Balance: Primarily impacted by core strength and pelvic stability.
Strong Pull: Centered on strong LATS as well as the recruitment of the Serratus Anterior, which helps protract (extend the reach) of the shoulder.
Recovery phase: The key is to keep the elbow high and prevent impingement in the shoulder. Some of the key muscles in the recovery phase are the Rhomboids and the small muscles of the rotator cuff.
I know the above may have gone right over your head, but it really is crazy all of the intricacies in timing and muscle function that go into the freestyle stroke. The key is knowing the correct exercises and drills that force your body to do it right. Here are 5 exercises that will help your swim without even getting in the water.
1. Swim on the Ball: With a swiss ball at hips start with alternate arm and leg lifted in the air. Perform the pull motion with your arm as you simultaneously bring the opposite arm forward in front of you and switch feet touching the ground. Before trying this full exercise, try just alternate arm and leg lifted and switching without the swim stroke motion.
2. Stretch Cords Swim Pull: Take Therabubing with handles and anchor it at thigh height. Step out sufficient distance for moderate resistance. Slightly bend knees and flex at hips forward. Slightly bend at elbows and keep them above your wrist as you pull towards your body and behind you. A key is that your palms should be facing you, so your fingers are pointing straight down. You should feel your LATS under your armpits working.
3. Upright Rows & W's: Keeping the swim stretch cords in hands, stand upright, and keep shoulders back with elbows directly at sides. Pull straight back while squeezing shoulder blades together to work your rhomboid muscles. After completing this exercise, pull back to get resistance on the tubing just until elbows are alongside your body and then rotate hands out to the side simultaneously to create a "W" shape with your arms. Focus on keeping your shoulders squeezed back as you use rotator cuff muscles to rotate your arm out.
4. Deck Ups/Pull-Ups: Deck ups are simply the motion of getting out of the pool without the ladder. Put your hands flat on the pool deck greater than shoulder-width apart. Optimally, doing these in deeper water so you can't push off the bottom as well as having extra buoyancy of deeper water is best. Since most pools are closed, and these are supposed to be exercises without being in the water, a good alternative would be pull-ups with a slightly wide hand grip.

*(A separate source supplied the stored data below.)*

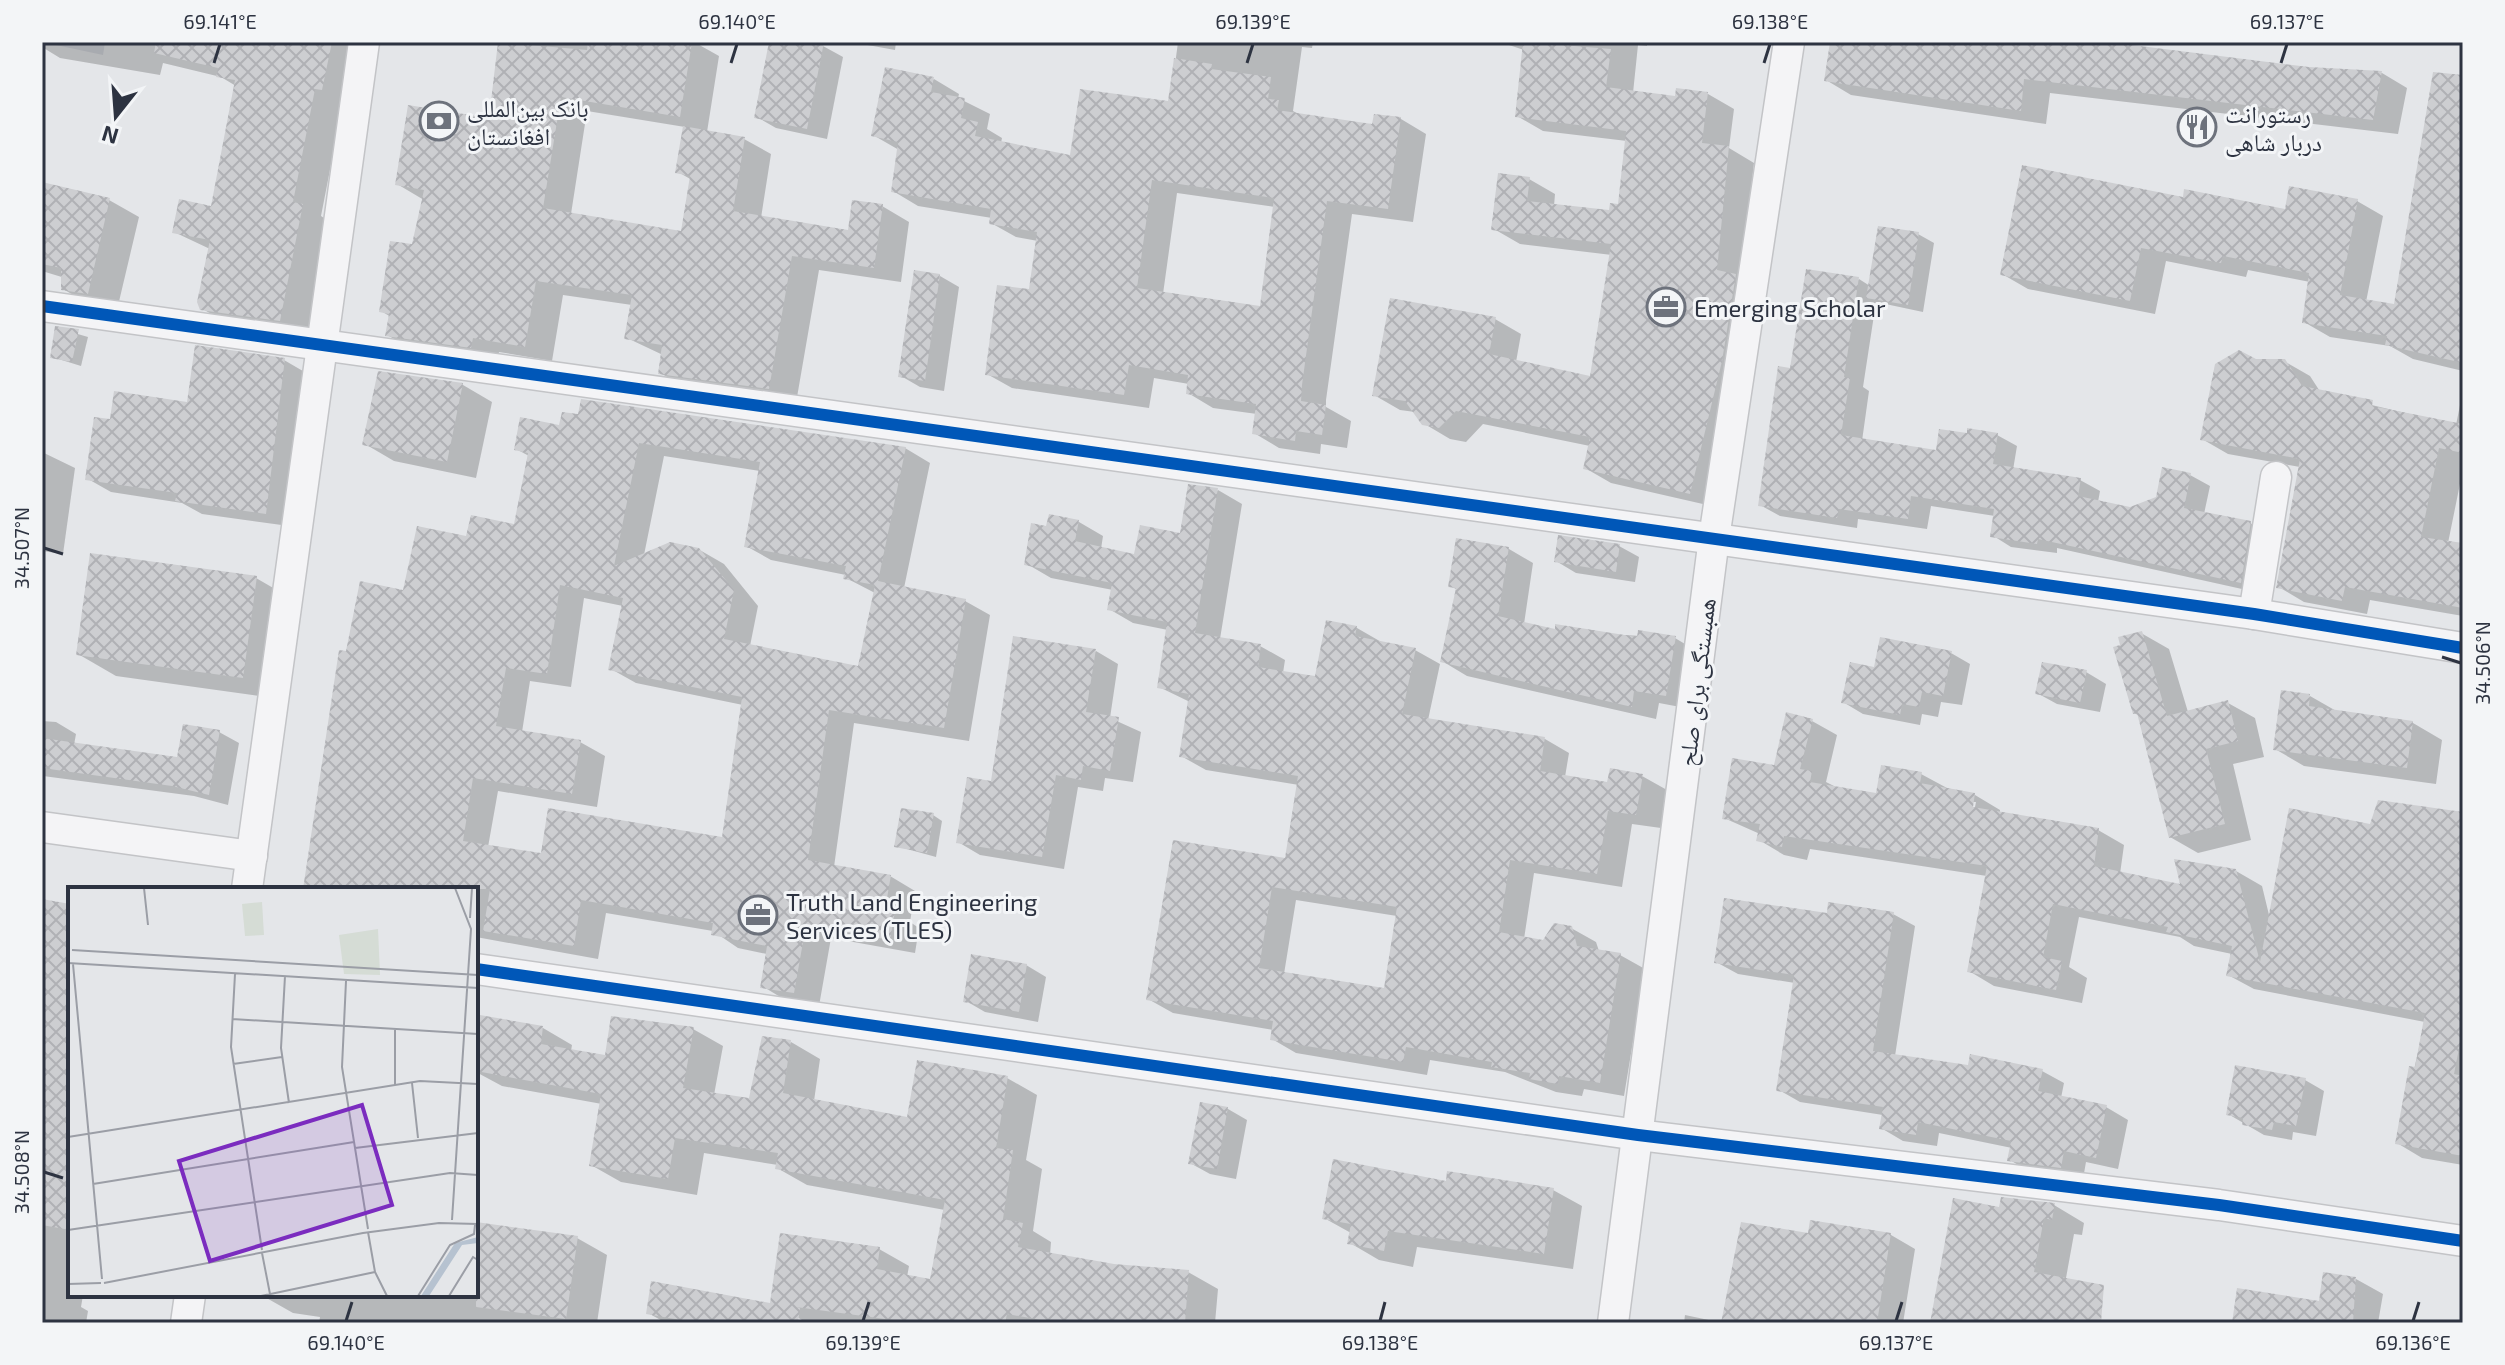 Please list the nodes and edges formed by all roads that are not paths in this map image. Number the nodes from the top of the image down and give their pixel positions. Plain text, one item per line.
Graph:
1 (364, 42) edge
2 (1789, 42) edge
3 (42, 306) edge
4 (322, 347) junction
5 (2276, 477) dead end
6 (1714, 538) junction
7 (2254, 614) junction
8 (2463, 648) edge
9 (42, 827) edge
10 (252, 856) junction
11 (247, 887) edge
12 (478, 969) edge
13 (1638, 1135) junction
14 (2463, 1241) edge
15 (190, 1297) edge
16 (186, 1323) edge
17 (1613, 1323) edge

1 - 4 street
2 - 6 street, همبستگی برای صلح
3 - 4 street
4 - 6 street
4 - 10 street
5 - 7 street
6 - 7 street
6 - 13 street, همبستگی برای صلح
7 - 8 street
9 - 10 street
10 - 11 street
12 - 13 street
13 - 14 street
13 - 17 street, همبستگی برای صلح
15 - 16 street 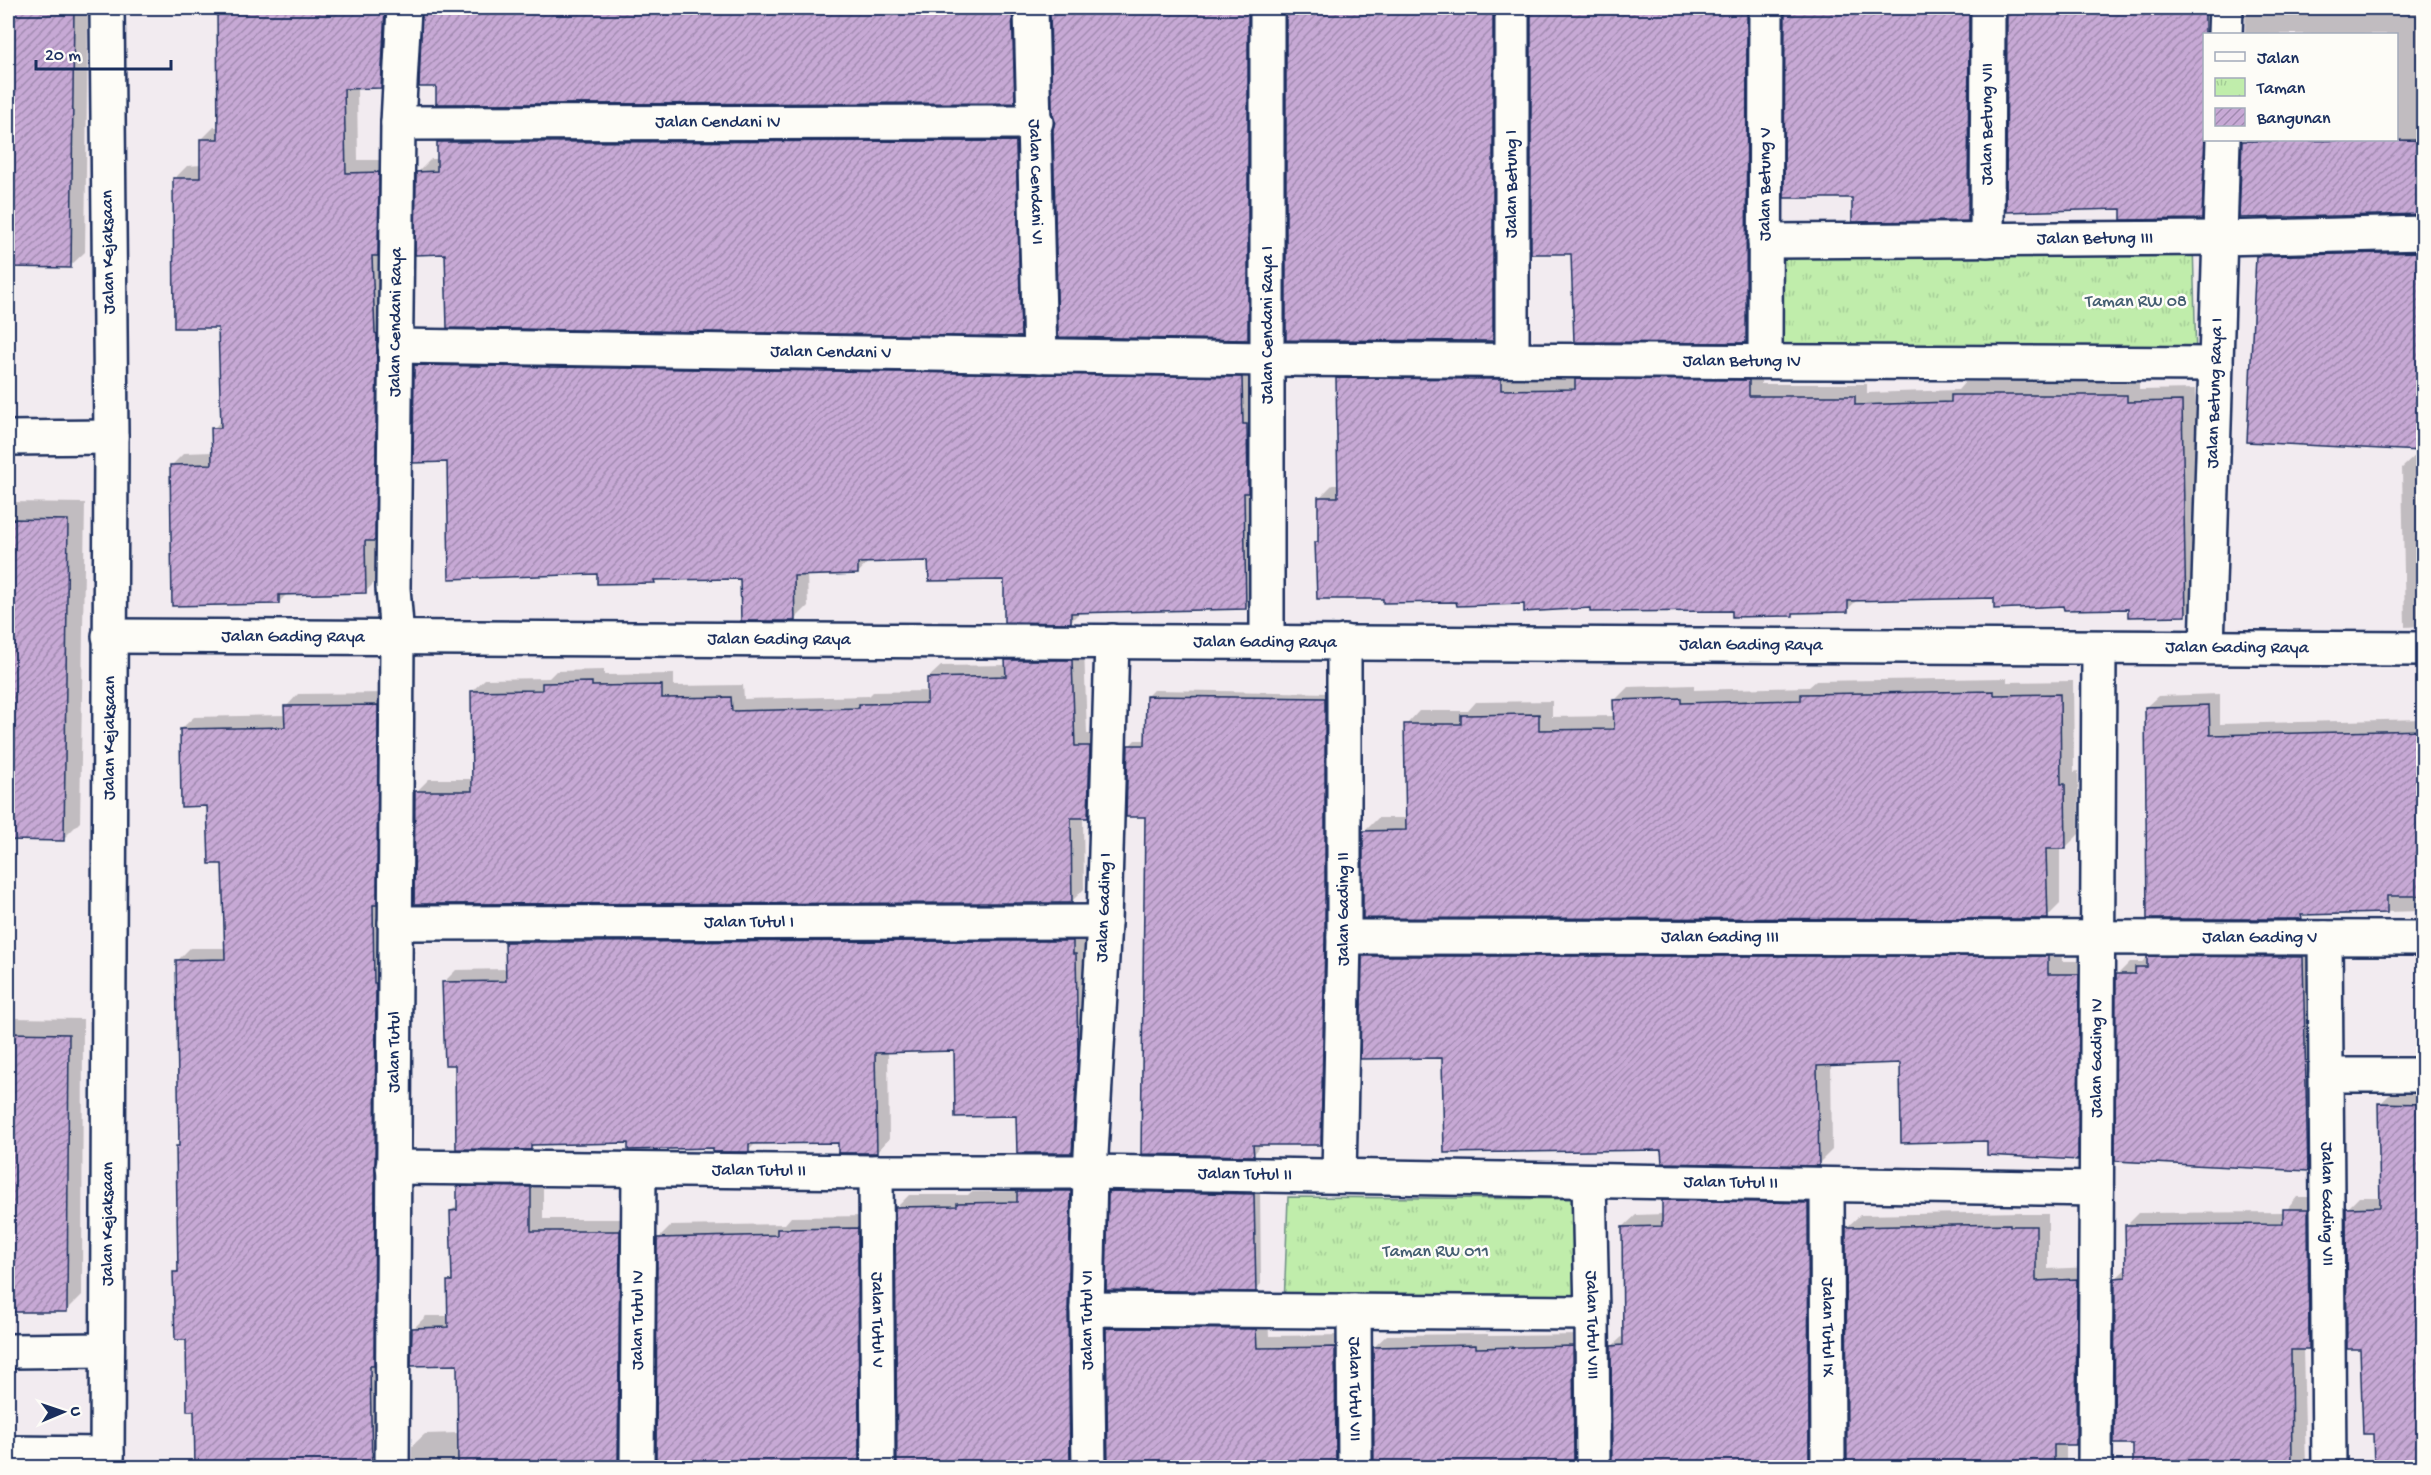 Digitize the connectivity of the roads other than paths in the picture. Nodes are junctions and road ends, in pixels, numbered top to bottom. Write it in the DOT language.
graph roads {
  1 [pos="107,8"];
  2 [pos="404,8"];
  3 [pos="1031,8"];
  4 [pos="1267,8"];
  5 [pos="1512,8"];
  6 [pos="1766,8"];
  7 [pos="1988,8"];
  8 [pos="2226,8"];
  9 [pos="2225,33"];
  10 [pos="1036,122"];
  11 [pos="398,123"];
  12 [pos="2223,141"];
  13 [pos="2424,233"];
  14 [pos="2220,238"];
  15 [pos="1987,240"];
  16 [pos="1765,241"];
  17 [pos="395,346"];
  18 [pos="1040,356"];
  19 [pos="1268,359"];
  20 [pos="1512,360"];
  21 [pos="1765,361"];
  22 [pos="2216,364"];
  23 [pos="111,437"];
  24 [pos="8,438"];
  25 [pos="109,636"];
  26 [pos="397,637"];
  27 [pos="1112,641"];
  28 [pos="1267,642"];
  29 [pos="1344,642"];
  30 [pos="2207,647"];
  31 [pos="2099,648"];
  32 [pos="2424,648"];
  33 [pos="1104,922"];
  34 [pos="394,923"];
  35 [pos="2099,937"];
  36 [pos="1344,938"];
  37 [pos="2325,938"];
  38 [pos="2424,938"];
  39 [pos="2326,1075"];
  40 [pos="2424,1075"];
  41 [pos="393,1167"];
  42 [pos="639,1170"];
  43 [pos="876,1172"];
  44 [pos="1090,1172"];
  45 [pos="1339,1176"];
  46 [pos="1588,1181"];
  47 [pos="1827,1186"];
  48 [pos="2097,1189"];
  49 [pos="1087,1309"];
  50 [pos="1354,1311"];
  51 [pos="1592,1313"];
  52 [pos="107,1350"];
  53 [pos="8,1351"];
  54 [pos="8,1453"];
  55 [pos="107,1461"];
  56 [pos="392,1467"];
  57 [pos="637,1467"];
  58 [pos="878,1467"];
  59 [pos="1089,1467"];
  60 [pos="1355,1467"];
  61 [pos="1593,1467"];
  62 [pos="1828,1467"];
  63 [pos="2095,1467"];
  64 [pos="2329,1467"];
  1 -- 23 [label="street, Jalan Kejaksaan"];
  2 -- 11 [label="street, Jalan Cendani Raya"];
  3 -- 10 [label="street, Jalan Cendani VI"];
  4 -- 19 [label="street, Jalan Cendani Raya I"];
  5 -- 20 [label="street, Jalan Betung I"];
  6 -- 16 [label="street, Jalan Betung V"];
  7 -- 15 [label="street, Jalan Betung VII"];
  8 -- 9 [label="street"];
  10 -- 11 [label="street, Jalan Cendani IV"];
  10 -- 18 [label="street, Jalan Cendani VI"];
  11 -- 17 [label="street, Jalan Cendani Raya"];
  12 -- 14 [label="street, Jalan Betung Raya I"];
  13 -- 14 [label="street, Jalan Betung III"];
  14 -- 15 [label="street, Jalan Betung III"];
  14 -- 22 [label="street, Jalan Betung Raya I"];
  15 -- 16 [label="street, Jalan Betung III"];
  16 -- 21 [label="street, Jalan Betung V"];
  17 -- 18 [label="street, Jalan Cendani V"];
  17 -- 26 [label="street, Jalan Cendani Raya"];
  18 -- 19 [label="street, Jalan Cendani V"];
  19 -- 20 [label="street, Jalan Betung IV"];
  19 -- 28 [label="street, Jalan Cendani Raya I"];
  20 -- 21 [label="street, Jalan Betung IV"];
  21 -- 22 [label="street, Jalan Betung IV"];
  22 -- 30 [label="street, Jalan Betung Raya I"];
  23 -- 24 [label="street"];
  23 -- 25 [label="street, Jalan Kejaksaan"];
  25 -- 26 [label="street, Jalan Gading Raya"];
  25 -- 52 [label="street, Jalan Kejaksaan"];
  26 -- 27 [label="street, Jalan Gading Raya"];
  26 -- 34 [label="street, Jalan Tutul"];
  27 -- 28 [label="street, Jalan Gading Raya"];
  27 -- 33 [label="street, Jalan Gading I"];
  28 -- 29 [label="street, Jalan Gading Raya"];
  29 -- 31 [label="street, Jalan Gading Raya"];
  29 -- 36 [label="street, Jalan Gading II"];
  30 -- 31 [label="street, Jalan Gading Raya"];
  30 -- 32 [label="street, Jalan Gading Raya"];
  31 -- 35 [label="street, Jalan Gading IV"];
  33 -- 34 [label="street, Jalan Tutul I"];
  33 -- 44 [label="street, Jalan Gading I"];
  34 -- 41 [label="street, Jalan Tutul"];
  35 -- 36 [label="street, Jalan Gading III"];
  35 -- 37 [label="street, Jalan Gading V"];
  35 -- 48 [label="street, Jalan Gading IV"];
  36 -- 45 [label="street, Jalan Gading II"];
  37 -- 38 [label="street, Jalan Gading V"];
  37 -- 39 [label="street, Jalan Gading VII"];
  39 -- 40 [label="street"];
  39 -- 64 [label="street, Jalan Gading VII"];
  41 -- 42 [label="street, Jalan Tutul II"];
  41 -- 56 [label="street, Jalan Tutul"];
  42 -- 43 [label="street, Jalan Tutul II"];
  42 -- 57 [label="street, Jalan Tutul IV"];
  43 -- 44 [label="street, Jalan Tutul II"];
  43 -- 58 [label="street, Jalan Tutul V"];
  44 -- 45 [label="street, Jalan Tutul II"];
  44 -- 49 [label="street, Jalan Tutul VI"];
  45 -- 46 [label="street, Jalan Tutul II"];
  46 -- 47 [label="street, Jalan Tutul II"];
  46 -- 51 [label="street, Jalan Tutul VIII"];
  47 -- 48 [label="street, Jalan Tutul II"];
  47 -- 62 [label="street, Jalan Tutul IX"];
  48 -- 63 [label="street, Jalan Gading IV"];
  49 -- 50 [label="street"];
  49 -- 59 [label="street, Jalan Tutul VI"];
  50 -- 51 [label="street"];
  50 -- 60 [label="street, Jalan Tutul VII"];
  51 -- 61 [label="street, Jalan Tutul VIII"];
  52 -- 53 [label="street"];
  52 -- 55 [label="street, Jalan Kejaksaan"];
  54 -- 55 [label="street"];
}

5. The SAW: With your feet on a foam roller or in loops of a TRX, get into a plank position on your elbows. Slowly roll back on the foam roller and dig your elbows into the mat. Engage your lower abdominal muscles to pull yourself back and forward as if you were a saw. Keep doing this until your abdominals are all "cut up." If you do not have a strong core or your first few times, you may notice your low back muscles engaging or getting tight. You can do fewer repetitions and more sets to avoid this compensation.
I hope you can put some of these into practice in your garage or makeshift gym as we all keep modifying our training and lifestyle. I have plenty more where this came from, but hopefully, this gives you a good starting point to become a better swimmer without getting in the water.